» Directions
From the records, pick out and copy each line containing "Eaux".

[Data entries]
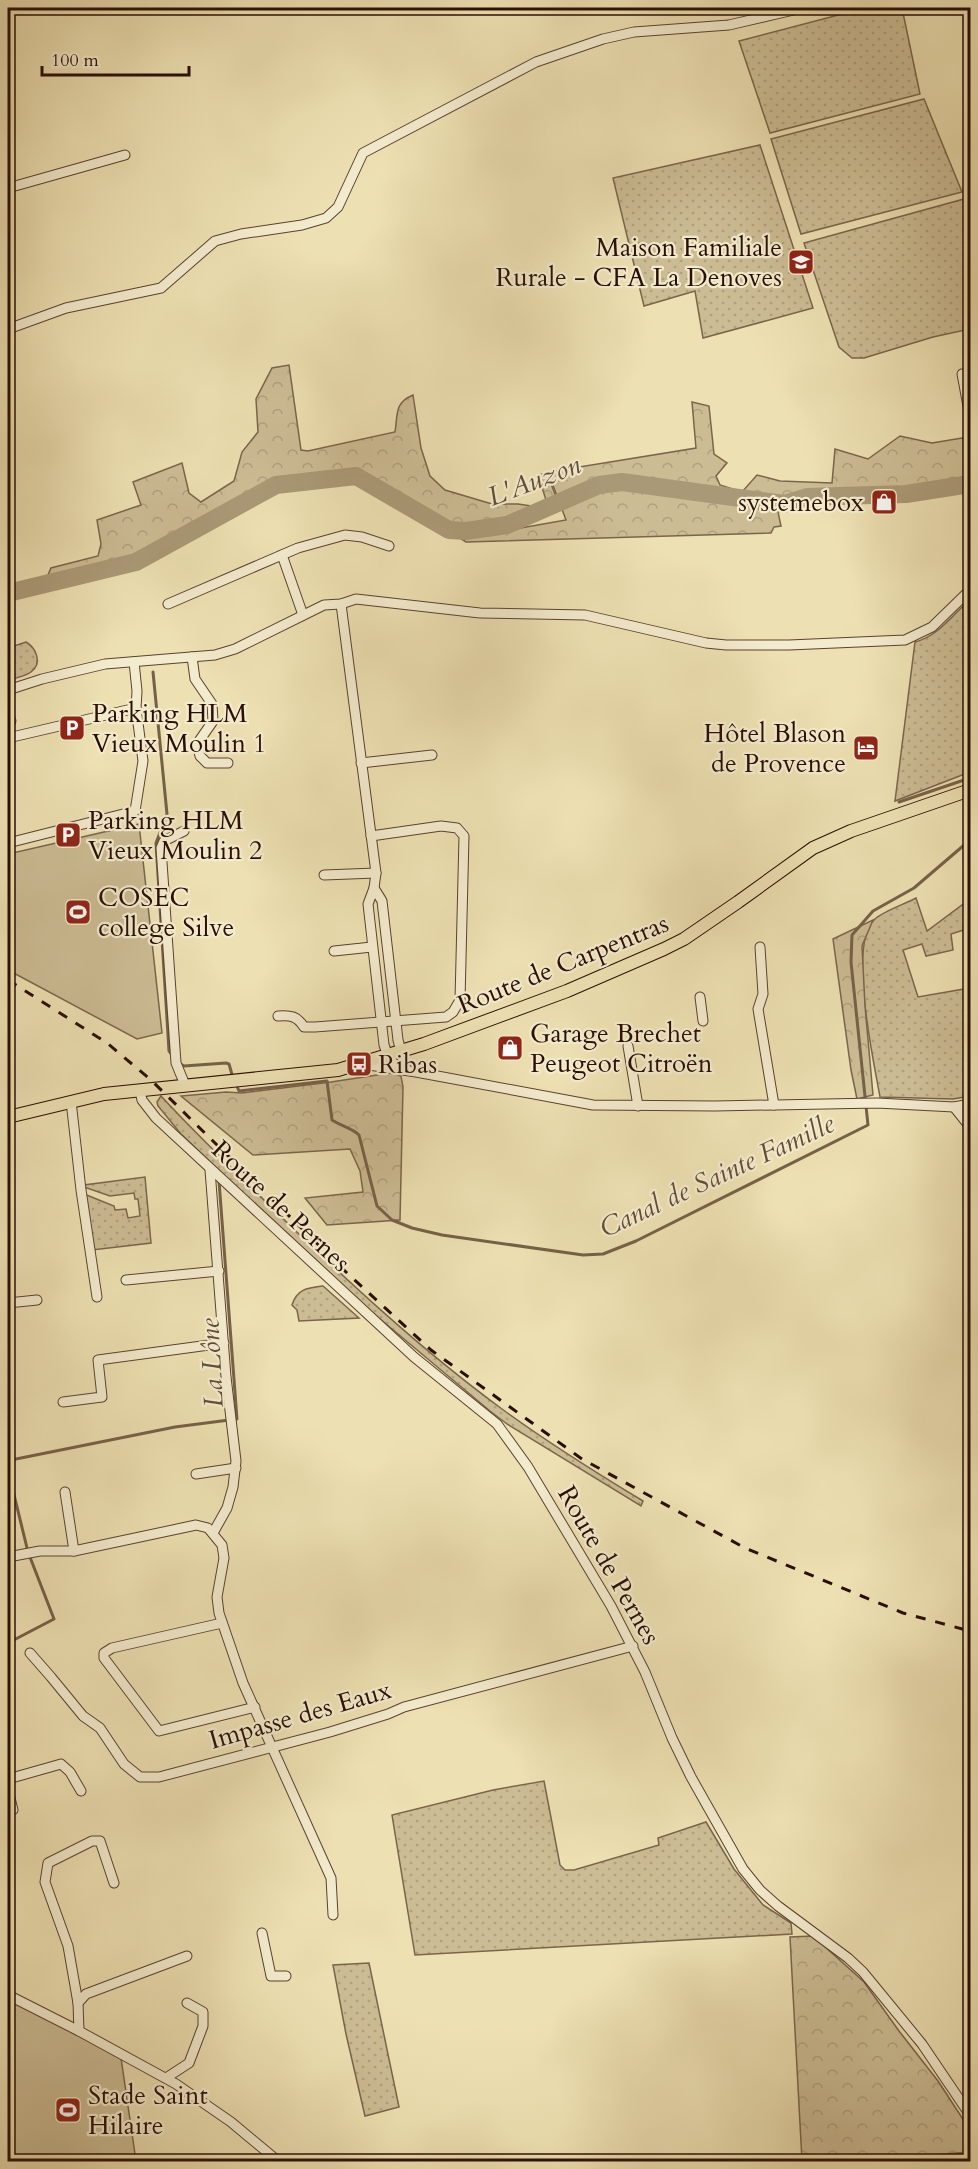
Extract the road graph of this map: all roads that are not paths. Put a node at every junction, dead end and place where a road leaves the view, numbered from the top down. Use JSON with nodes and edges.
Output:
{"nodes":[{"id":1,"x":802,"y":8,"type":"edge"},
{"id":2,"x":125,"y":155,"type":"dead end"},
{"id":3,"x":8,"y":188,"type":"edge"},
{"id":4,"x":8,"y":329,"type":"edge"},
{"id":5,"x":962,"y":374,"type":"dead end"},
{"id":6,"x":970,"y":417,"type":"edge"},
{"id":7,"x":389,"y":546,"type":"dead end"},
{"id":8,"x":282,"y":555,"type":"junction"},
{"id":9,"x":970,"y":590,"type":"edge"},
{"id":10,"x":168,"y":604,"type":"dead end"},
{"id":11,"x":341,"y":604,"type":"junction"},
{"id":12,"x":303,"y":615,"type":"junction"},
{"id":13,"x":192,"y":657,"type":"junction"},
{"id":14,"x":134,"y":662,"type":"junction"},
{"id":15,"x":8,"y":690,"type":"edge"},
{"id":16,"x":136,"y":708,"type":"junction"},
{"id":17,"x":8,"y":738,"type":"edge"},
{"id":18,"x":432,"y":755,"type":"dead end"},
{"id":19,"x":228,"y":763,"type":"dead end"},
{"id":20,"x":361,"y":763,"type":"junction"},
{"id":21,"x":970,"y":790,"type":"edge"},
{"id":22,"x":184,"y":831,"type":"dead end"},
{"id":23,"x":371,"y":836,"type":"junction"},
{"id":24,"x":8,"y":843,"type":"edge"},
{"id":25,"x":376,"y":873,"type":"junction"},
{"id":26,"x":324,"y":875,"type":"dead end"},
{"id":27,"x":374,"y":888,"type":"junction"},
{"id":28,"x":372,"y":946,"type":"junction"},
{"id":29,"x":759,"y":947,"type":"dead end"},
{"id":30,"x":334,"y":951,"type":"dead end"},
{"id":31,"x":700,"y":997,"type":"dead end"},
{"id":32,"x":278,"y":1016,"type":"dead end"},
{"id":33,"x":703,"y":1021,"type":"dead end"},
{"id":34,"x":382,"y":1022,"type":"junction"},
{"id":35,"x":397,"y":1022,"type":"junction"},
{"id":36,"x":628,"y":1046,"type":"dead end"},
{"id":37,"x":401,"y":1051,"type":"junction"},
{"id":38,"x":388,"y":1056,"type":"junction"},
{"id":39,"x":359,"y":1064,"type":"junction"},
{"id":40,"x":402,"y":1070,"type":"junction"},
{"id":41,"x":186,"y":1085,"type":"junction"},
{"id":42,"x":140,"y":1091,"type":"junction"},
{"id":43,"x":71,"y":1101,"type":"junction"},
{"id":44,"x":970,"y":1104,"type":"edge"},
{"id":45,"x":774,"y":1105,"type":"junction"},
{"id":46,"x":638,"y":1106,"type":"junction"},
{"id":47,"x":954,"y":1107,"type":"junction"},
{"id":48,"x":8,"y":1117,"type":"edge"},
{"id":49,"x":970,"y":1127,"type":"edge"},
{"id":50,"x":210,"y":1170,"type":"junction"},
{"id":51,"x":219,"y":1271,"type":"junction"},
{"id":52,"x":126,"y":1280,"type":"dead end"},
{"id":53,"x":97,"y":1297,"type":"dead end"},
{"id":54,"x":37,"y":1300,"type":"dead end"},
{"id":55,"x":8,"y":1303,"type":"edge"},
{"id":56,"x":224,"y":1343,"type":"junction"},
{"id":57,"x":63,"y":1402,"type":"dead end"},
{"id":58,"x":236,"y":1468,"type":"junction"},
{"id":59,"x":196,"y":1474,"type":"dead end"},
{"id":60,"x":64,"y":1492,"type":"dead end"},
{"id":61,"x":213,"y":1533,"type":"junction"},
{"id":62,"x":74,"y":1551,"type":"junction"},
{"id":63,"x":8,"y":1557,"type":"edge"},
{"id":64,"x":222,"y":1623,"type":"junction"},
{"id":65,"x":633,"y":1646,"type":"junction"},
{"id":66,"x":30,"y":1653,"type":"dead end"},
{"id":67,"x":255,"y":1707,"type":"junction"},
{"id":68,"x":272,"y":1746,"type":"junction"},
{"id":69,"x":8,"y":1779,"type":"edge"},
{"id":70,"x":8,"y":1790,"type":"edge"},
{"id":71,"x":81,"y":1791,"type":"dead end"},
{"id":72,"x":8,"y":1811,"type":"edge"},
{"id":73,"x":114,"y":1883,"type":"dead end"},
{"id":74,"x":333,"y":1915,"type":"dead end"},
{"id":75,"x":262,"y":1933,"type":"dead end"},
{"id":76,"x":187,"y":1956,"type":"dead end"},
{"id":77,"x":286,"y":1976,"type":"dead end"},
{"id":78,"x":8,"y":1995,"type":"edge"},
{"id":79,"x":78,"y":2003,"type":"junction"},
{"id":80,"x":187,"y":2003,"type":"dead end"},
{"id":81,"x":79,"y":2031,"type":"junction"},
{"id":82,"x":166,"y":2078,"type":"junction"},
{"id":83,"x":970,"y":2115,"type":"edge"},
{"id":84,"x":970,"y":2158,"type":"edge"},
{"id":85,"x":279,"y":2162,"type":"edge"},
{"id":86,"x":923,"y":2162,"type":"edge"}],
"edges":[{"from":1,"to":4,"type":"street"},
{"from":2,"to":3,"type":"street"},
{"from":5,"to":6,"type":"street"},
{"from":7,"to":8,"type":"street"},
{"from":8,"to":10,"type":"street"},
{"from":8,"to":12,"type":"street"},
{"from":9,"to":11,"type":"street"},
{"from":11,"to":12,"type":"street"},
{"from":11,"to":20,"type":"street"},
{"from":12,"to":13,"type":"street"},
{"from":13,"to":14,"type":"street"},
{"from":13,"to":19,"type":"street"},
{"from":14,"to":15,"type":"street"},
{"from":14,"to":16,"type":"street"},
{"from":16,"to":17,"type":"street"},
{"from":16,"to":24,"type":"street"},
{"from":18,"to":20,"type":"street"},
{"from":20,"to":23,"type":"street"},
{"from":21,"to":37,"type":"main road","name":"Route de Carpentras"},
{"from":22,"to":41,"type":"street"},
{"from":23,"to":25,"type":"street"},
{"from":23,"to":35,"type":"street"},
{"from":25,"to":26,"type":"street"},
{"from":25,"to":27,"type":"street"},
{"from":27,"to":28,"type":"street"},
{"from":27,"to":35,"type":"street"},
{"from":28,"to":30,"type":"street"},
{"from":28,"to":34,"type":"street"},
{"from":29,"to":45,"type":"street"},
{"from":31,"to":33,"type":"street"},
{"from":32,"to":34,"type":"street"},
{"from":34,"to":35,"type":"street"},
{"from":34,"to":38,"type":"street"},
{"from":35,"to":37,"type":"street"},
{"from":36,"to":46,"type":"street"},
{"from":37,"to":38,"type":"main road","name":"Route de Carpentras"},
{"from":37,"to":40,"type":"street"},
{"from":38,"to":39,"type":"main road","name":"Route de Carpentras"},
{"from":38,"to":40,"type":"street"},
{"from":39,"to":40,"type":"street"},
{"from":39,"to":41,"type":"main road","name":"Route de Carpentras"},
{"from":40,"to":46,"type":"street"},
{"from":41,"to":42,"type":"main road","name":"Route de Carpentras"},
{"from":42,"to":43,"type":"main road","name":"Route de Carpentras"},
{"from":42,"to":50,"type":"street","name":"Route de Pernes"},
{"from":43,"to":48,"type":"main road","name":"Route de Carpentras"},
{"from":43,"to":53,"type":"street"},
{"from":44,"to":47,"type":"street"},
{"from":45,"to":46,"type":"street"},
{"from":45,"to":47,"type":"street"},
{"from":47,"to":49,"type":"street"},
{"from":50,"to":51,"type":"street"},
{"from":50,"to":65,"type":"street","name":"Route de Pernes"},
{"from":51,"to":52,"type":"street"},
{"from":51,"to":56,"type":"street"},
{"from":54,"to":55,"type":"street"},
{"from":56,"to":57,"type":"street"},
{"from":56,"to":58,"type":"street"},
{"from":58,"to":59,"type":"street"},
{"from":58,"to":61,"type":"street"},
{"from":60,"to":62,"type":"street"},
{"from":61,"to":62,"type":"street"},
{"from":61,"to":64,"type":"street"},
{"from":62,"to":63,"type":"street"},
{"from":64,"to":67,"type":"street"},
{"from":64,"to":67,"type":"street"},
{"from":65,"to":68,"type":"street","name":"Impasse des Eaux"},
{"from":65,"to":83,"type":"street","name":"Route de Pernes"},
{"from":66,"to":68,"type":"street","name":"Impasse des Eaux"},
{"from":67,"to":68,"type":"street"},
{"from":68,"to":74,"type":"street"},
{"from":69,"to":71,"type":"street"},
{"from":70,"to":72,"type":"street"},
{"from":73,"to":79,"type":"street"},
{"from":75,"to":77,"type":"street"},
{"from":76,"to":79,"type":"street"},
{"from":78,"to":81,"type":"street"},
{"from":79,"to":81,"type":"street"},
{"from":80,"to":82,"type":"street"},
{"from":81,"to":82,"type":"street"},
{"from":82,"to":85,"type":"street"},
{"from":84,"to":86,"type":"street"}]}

» The completed task
{"from":65,"to":68,"type":"street","name":"Impasse des Eaux"},
{"from":66,"to":68,"type":"street","name":"Impasse des Eaux"},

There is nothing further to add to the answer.